Moonlight juega en otro frente y apela a otros sentimientos. En realidad, espolea la necesidad de atender a esos “otros”. El gran otro, en EE.UU., es el afroamericano, la minoría hegemónica en un país de mestizaje que ahora parece odiar a los mestizos. Además, si como es el caso, esa apología se reviste de una reivindicación de la homosexualidad, ya tenemos la coartada perfecta, el apoyo masivo de los sensibles votantes de lo políticamente correcto.

Se hacía (casi) imposible no dar el apoyo a un filme como el de Barry Jenkins en un año en el que además, para remediar las críticas del pasado sobre el ninguneo a los profesionales afroamericanos, hemos tenido sobredosis de películas protagonizadas por representantes de esa negritud. Filmes tan desquiciados como El nacimiento de una nación o tan sobreactuados como Fences, dos pruebas fehacientes del daño que hace juzgar el valor de las películas en función de sus discursos humanitarios, por el valor de sus alegatos sociales y políticos.

Lo dicho, en consecuencia. el error de citar como ganadora a la mejor película a La La Land en lugar de a Moonlight, escenificó oportunamente esa contradicción tan propia del mundo de la creación cultural cuando se asoma al escaparate de los premios y los aplausos. Lo que Warren Beatty, el director de Rojos, se negaba a leer, lo que Faye Dunaway proclamó sin leer del todo, terminó escenificando ese desliz por el que se premiaba lo que se debía aunque el deseo esté del lado del éxito, la gran triunfadora en las taquillas, el mejor modelo de un cine vacío que llena las salas de público.

Pero tampoco es preciso insistir mucho más en ese tropezón, en un año en el que las mejores películas o se quedaron sin premios o ni siquiera fueron nominadas a ellos. La lista es larga; el olvido, profundo. Y lo grave es que si empiezan a levantarse muros, los errores todavía serán mucho más abultados.

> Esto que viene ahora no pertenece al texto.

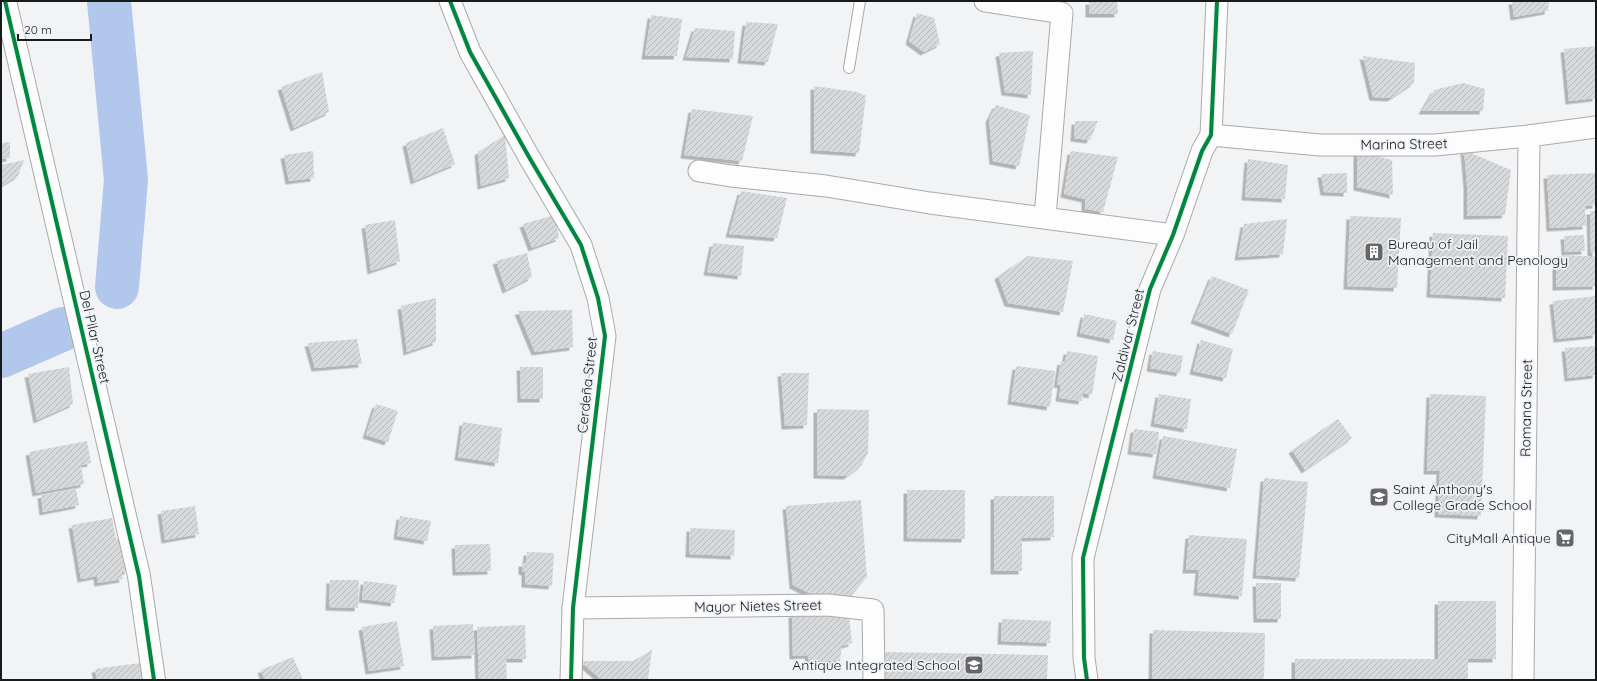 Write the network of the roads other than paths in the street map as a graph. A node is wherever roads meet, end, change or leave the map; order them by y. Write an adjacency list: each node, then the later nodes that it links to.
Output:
1 (5, 1): 14 (street, Del Pilar Street)
2 (450, 1): 13 (street, Cerdeña Street)
3 (860, 1): 6 (lane)
4 (985, 1): 11 (street)
5 (1217, 1): 8 (street, Zaldivar Street)
6 (849, 68)
7 (1596, 127): 9 (street, Marina Street)
8 (1211, 135): 9 (street, Marina Street); 12 (street, Zaldivar Street)
9 (1529, 136): 18 (street, Romana Street)
10 (699, 171): 11 (street)
11 (1045, 217): 12 (street)
12 (1173, 235): 17 (street, Zaldivar Street)
13 (573, 608): 15 (street, Cerdeña Street); 16 (street, Mayor Nietes Street)
14 (154, 680)
15 (571, 680)
16 (874, 680)
17 (1087, 680)
18 (1523, 680) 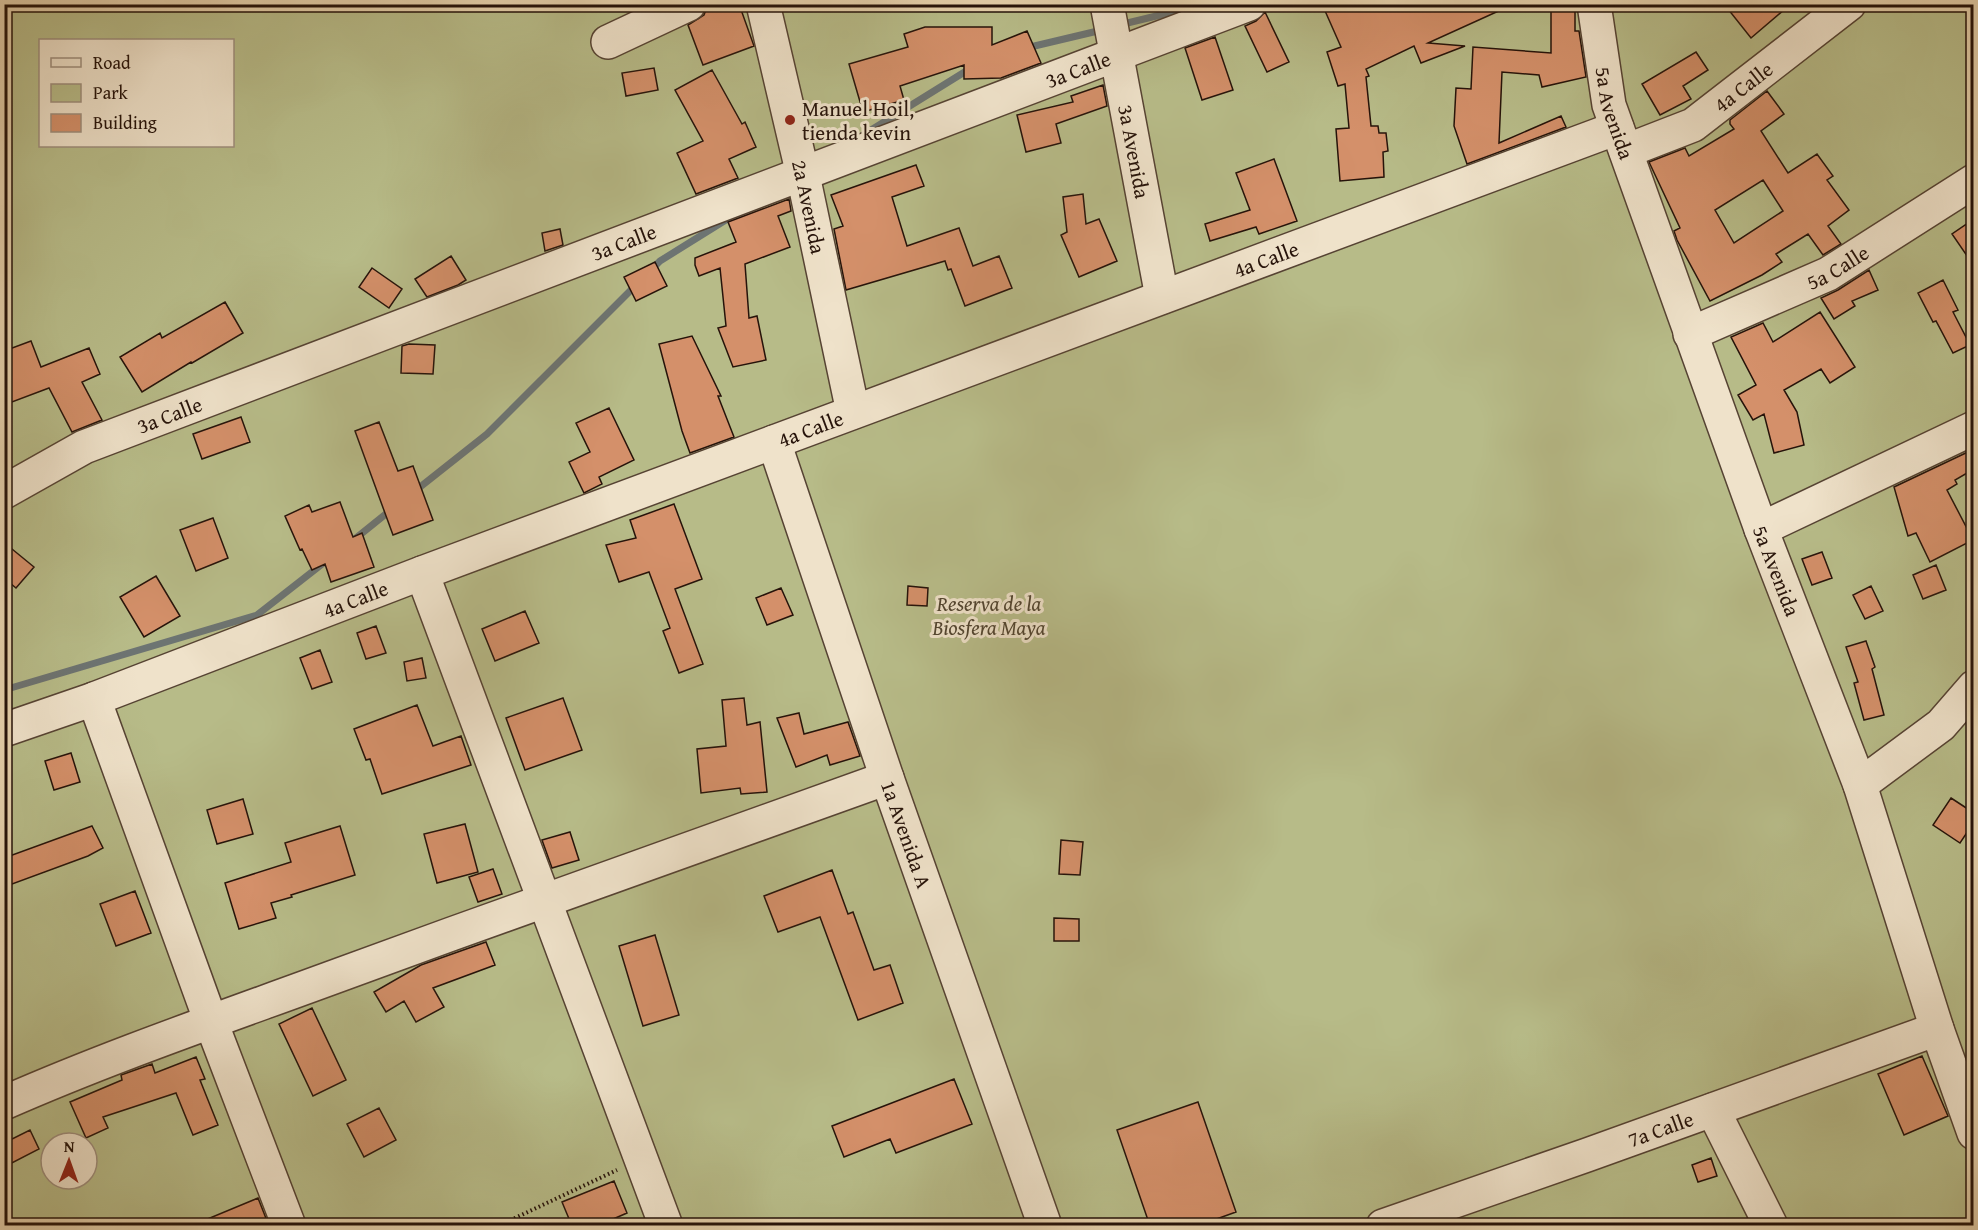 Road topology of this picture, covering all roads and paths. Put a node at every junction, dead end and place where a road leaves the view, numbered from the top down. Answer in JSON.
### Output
{"nodes":[{"id":1,"x":689,"y":4,"type":"edge"},
{"id":2,"x":763,"y":4,"type":"edge"},
{"id":3,"x":1107,"y":4,"type":"edge"},
{"id":4,"x":1249,"y":4,"type":"edge"},
{"id":5,"x":1594,"y":4,"type":"edge"},
{"id":6,"x":1850,"y":4,"type":"edge"},
{"id":7,"x":608,"y":42,"type":"dead end"},
{"id":8,"x":1117,"y":55,"type":"junction"},
{"id":9,"x":1622,"y":139,"type":"junction"},
{"id":10,"x":803,"y":175,"type":"junction"},
{"id":11,"x":1974,"y":181,"type":"edge"},
{"id":12,"x":1162,"y":297,"type":"junction"},
{"id":13,"x":1690,"y":334,"type":"junction"},
{"id":14,"x":854,"y":412,"type":"junction"},
{"id":15,"x":1974,"y":428,"type":"edge"},
{"id":16,"x":774,"y":442,"type":"junction"},
{"id":17,"x":4,"y":492,"type":"edge"},
{"id":18,"x":1761,"y":529,"type":"junction"},
{"id":19,"x":422,"y":573,"type":"junction"},
{"id":20,"x":1974,"y":687,"type":"edge"},
{"id":21,"x":94,"y":699,"type":"junction"},
{"id":22,"x":4,"y":730,"type":"edge"},
{"id":23,"x":887,"y":778,"type":"junction"},
{"id":24,"x":1860,"y":785,"type":"junction"},
{"id":25,"x":543,"y":900,"type":"junction"},
{"id":26,"x":211,"y":1022,"type":"junction"},
{"id":27,"x":1937,"y":1029,"type":"junction"},
{"id":28,"x":4,"y":1103,"type":"edge"},
{"id":29,"x":1713,"y":1110,"type":"junction"},
{"id":30,"x":1974,"y":1133,"type":"edge"},
{"id":31,"x":642,"y":1158,"type":"junction"},
{"id":32,"x":289,"y":1226,"type":"edge"},
{"id":33,"x":498,"y":1226,"type":"edge"},
{"id":34,"x":666,"y":1226,"type":"edge"},
{"id":35,"x":1045,"y":1226,"type":"edge"},
{"id":36,"x":1383,"y":1226,"type":"edge"},
{"id":37,"x":1771,"y":1226,"type":"edge"}],
"edges":[{"from":1,"to":7,"type":"street"},
{"from":2,"to":10,"type":"street","name":"2a Avenida"},
{"from":3,"to":8,"type":"street","name":"3a Avenida"},
{"from":4,"to":8,"type":"street","name":"3a Calle"},
{"from":5,"to":9,"type":"street","name":"5a Avenida"},
{"from":6,"to":9,"type":"street","name":"4a Calle"},
{"from":8,"to":10,"type":"street","name":"3a Calle"},
{"from":8,"to":12,"type":"street","name":"3a Avenida"},
{"from":9,"to":12,"type":"street","name":"4a Calle"},
{"from":9,"to":13,"type":"street","name":"5a Avenida"},
{"from":10,"to":14,"type":"street","name":"2a Avenida"},
{"from":10,"to":17,"type":"street","name":"3a Calle"},
{"from":11,"to":13,"type":"street","name":"5a Calle"},
{"from":12,"to":14,"type":"street","name":"4a Calle"},
{"from":13,"to":18,"type":"street","name":"5a Avenida"},
{"from":14,"to":16,"type":"street","name":"4a Calle"},
{"from":15,"to":18,"type":"street"},
{"from":16,"to":19,"type":"street","name":"4a Calle"},
{"from":16,"to":23,"type":"street","name":"1a Avenida A"},
{"from":18,"to":24,"type":"street","name":"5a Avenida"},
{"from":19,"to":21,"type":"street","name":"4a Calle"},
{"from":19,"to":25,"type":"street"},
{"from":20,"to":24,"type":"street"},
{"from":21,"to":22,"type":"street","name":"4a Calle"},
{"from":21,"to":26,"type":"street"},
{"from":23,"to":25,"type":"street"},
{"from":23,"to":35,"type":"street","name":"1a Avenida A"},
{"from":24,"to":27,"type":"street","name":"5a Avenida"},
{"from":25,"to":26,"type":"street"},
{"from":25,"to":31,"type":"street"},
{"from":26,"to":28,"type":"street"},
{"from":26,"to":32,"type":"street"},
{"from":27,"to":29,"type":"street","name":"7a Calle"},
{"from":27,"to":30,"type":"street","name":"5a Avenida"},
{"from":29,"to":36,"type":"street","name":"7a Calle"},
{"from":29,"to":37,"type":"street"},
{"from":31,"to":33,"type":"path"},
{"from":31,"to":34,"type":"street"}]} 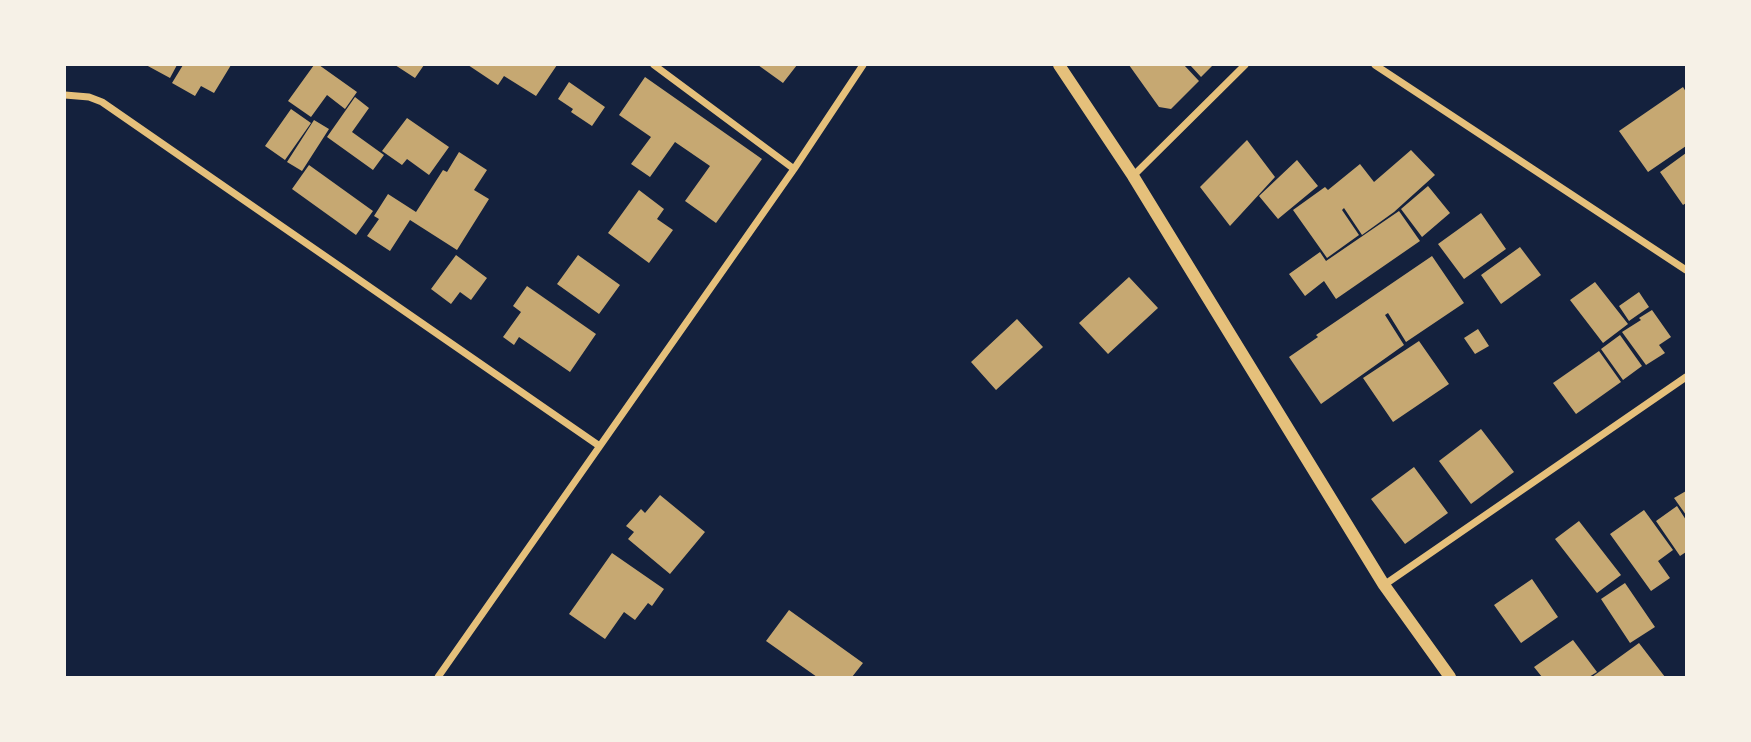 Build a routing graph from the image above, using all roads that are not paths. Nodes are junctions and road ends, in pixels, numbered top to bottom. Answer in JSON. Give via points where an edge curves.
{"nodes":[{"id":1,"x":654,"y":65,"type":"edge"},
{"id":2,"x":863,"y":65,"type":"edge"},
{"id":3,"x":1059,"y":65,"type":"edge"},
{"id":4,"x":1245,"y":65,"type":"edge"},
{"id":5,"x":1375,"y":65,"type":"edge"},
{"id":6,"x":65,"y":95,"type":"edge"},
{"id":7,"x":794,"y":169,"type":"junction"},
{"id":8,"x":1133,"y":176,"type":"junction"},
{"id":9,"x":1686,"y":270,"type":"edge"},
{"id":10,"x":1686,"y":377,"type":"edge"},
{"id":11,"x":598,"y":445,"type":"junction"},
{"id":12,"x":1384,"y":585,"type":"junction"},
{"id":13,"x":438,"y":677,"type":"edge"},
{"id":14,"x":1450,"y":677,"type":"edge"}],
"edges":[{"from":1,"to":7,"type":"street"},
{"from":2,"to":7,"type":"street"},
{"from":3,"to":8,"type":"street"},
{"from":4,"to":8,"type":"street"},
{"from":5,"to":9,"type":"street"},
{"from":6,"to":11,"type":"street","via":[[103,102]]},
{"from":7,"to":11,"type":"street"},
{"from":8,"to":12,"type":"street"},
{"from":10,"to":12,"type":"street"},
{"from":11,"to":13,"type":"street"},
{"from":12,"to":14,"type":"street"}]}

Como la inquieta paradoja que provoca el premio ante la rotunda e inapelable película de Asghar Farhadi, The salesman, Oscar a la mejor película de lengua no inglesa. Un Oscar recogido ante la presencia virtual-ausencia política de su director porque el origen iraní de éste lo convierte en compatriota de esos ciudadanos a los que Trump criminaliza por el hecho de no haber nacido en EE.UU.

Por lo demás, la pedrea fue más equitativa que justa y el reparto de “óscares” más razonable que razonado.

En consecuencia, los más de 40 millones de dólares de presupuesto se gastaron con los brillos y el glamour de siempre, aunque todo ello se vea emborronado por ese desliz freudiano síntoma de que, en EE.UU., todos están nerviosos; demasiado nerviosos para ser los dueños del mundo.